*** Source material Section Begins ***
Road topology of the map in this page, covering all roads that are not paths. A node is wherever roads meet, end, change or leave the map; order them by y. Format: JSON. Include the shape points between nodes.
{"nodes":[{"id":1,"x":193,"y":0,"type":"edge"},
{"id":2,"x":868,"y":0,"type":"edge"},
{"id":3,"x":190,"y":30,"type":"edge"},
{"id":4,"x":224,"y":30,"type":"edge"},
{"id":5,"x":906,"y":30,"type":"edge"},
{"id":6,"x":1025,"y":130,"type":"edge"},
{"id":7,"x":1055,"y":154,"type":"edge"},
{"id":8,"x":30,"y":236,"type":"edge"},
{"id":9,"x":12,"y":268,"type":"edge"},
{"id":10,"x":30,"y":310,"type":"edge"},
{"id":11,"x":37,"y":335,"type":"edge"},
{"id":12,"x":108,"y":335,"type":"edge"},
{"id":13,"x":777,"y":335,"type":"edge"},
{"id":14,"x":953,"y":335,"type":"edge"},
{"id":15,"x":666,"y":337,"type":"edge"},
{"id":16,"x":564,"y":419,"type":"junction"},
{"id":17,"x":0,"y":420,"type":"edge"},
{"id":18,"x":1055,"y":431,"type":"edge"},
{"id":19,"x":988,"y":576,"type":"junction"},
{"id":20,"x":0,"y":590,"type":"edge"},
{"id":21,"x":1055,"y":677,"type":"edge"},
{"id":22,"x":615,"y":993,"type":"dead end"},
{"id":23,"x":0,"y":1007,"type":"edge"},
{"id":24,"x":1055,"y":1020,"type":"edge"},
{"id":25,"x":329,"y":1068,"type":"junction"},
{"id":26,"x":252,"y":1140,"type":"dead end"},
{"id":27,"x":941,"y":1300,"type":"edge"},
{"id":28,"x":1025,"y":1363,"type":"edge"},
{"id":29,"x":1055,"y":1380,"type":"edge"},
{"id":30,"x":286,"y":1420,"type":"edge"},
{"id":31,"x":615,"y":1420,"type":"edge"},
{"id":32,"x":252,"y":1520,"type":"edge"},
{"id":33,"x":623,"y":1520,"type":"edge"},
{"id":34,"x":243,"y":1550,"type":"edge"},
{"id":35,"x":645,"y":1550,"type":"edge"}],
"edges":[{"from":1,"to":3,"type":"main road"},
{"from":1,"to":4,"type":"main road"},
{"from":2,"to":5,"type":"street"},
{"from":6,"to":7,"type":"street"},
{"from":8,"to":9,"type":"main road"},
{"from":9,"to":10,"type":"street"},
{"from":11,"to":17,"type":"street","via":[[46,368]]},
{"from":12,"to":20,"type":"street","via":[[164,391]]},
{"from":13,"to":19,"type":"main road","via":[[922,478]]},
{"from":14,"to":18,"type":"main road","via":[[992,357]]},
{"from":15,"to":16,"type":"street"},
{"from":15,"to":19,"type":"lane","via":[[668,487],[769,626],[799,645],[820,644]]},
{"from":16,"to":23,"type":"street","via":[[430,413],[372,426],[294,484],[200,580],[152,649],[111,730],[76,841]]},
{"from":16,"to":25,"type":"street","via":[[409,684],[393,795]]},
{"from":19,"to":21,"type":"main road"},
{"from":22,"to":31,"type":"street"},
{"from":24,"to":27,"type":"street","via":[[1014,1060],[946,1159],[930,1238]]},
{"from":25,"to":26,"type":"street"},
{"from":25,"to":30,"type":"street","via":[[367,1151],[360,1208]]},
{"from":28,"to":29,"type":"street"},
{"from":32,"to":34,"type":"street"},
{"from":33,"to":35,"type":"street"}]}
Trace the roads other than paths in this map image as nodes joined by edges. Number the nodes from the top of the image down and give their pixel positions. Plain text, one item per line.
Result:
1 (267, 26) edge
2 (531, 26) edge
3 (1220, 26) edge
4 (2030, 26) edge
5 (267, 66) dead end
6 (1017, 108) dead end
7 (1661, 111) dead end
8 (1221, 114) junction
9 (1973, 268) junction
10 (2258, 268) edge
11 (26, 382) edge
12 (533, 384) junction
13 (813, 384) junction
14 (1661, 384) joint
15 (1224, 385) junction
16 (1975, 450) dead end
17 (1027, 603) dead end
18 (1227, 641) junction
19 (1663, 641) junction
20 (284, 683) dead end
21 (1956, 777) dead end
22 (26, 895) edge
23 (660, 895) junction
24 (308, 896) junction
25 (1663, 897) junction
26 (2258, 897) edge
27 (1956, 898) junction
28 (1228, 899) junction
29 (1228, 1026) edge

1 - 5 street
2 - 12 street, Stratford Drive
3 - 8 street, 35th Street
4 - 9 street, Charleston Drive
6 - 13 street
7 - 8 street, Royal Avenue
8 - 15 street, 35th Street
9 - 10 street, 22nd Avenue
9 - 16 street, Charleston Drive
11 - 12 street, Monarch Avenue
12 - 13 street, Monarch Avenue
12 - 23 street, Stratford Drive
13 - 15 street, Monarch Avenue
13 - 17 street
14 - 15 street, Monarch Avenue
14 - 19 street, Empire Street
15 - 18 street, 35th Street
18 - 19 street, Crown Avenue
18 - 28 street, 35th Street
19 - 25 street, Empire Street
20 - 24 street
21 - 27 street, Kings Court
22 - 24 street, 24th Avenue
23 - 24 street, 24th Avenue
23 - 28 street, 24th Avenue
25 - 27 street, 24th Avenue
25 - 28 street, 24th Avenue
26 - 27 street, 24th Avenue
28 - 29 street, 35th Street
*** Source material Section Ends ***
* What is needed *
Scan the material above for the word "Stratford". Copy each line where it occurs.

* Output for this task *
2 - 12 street, Stratford Drive
12 - 23 street, Stratford Drive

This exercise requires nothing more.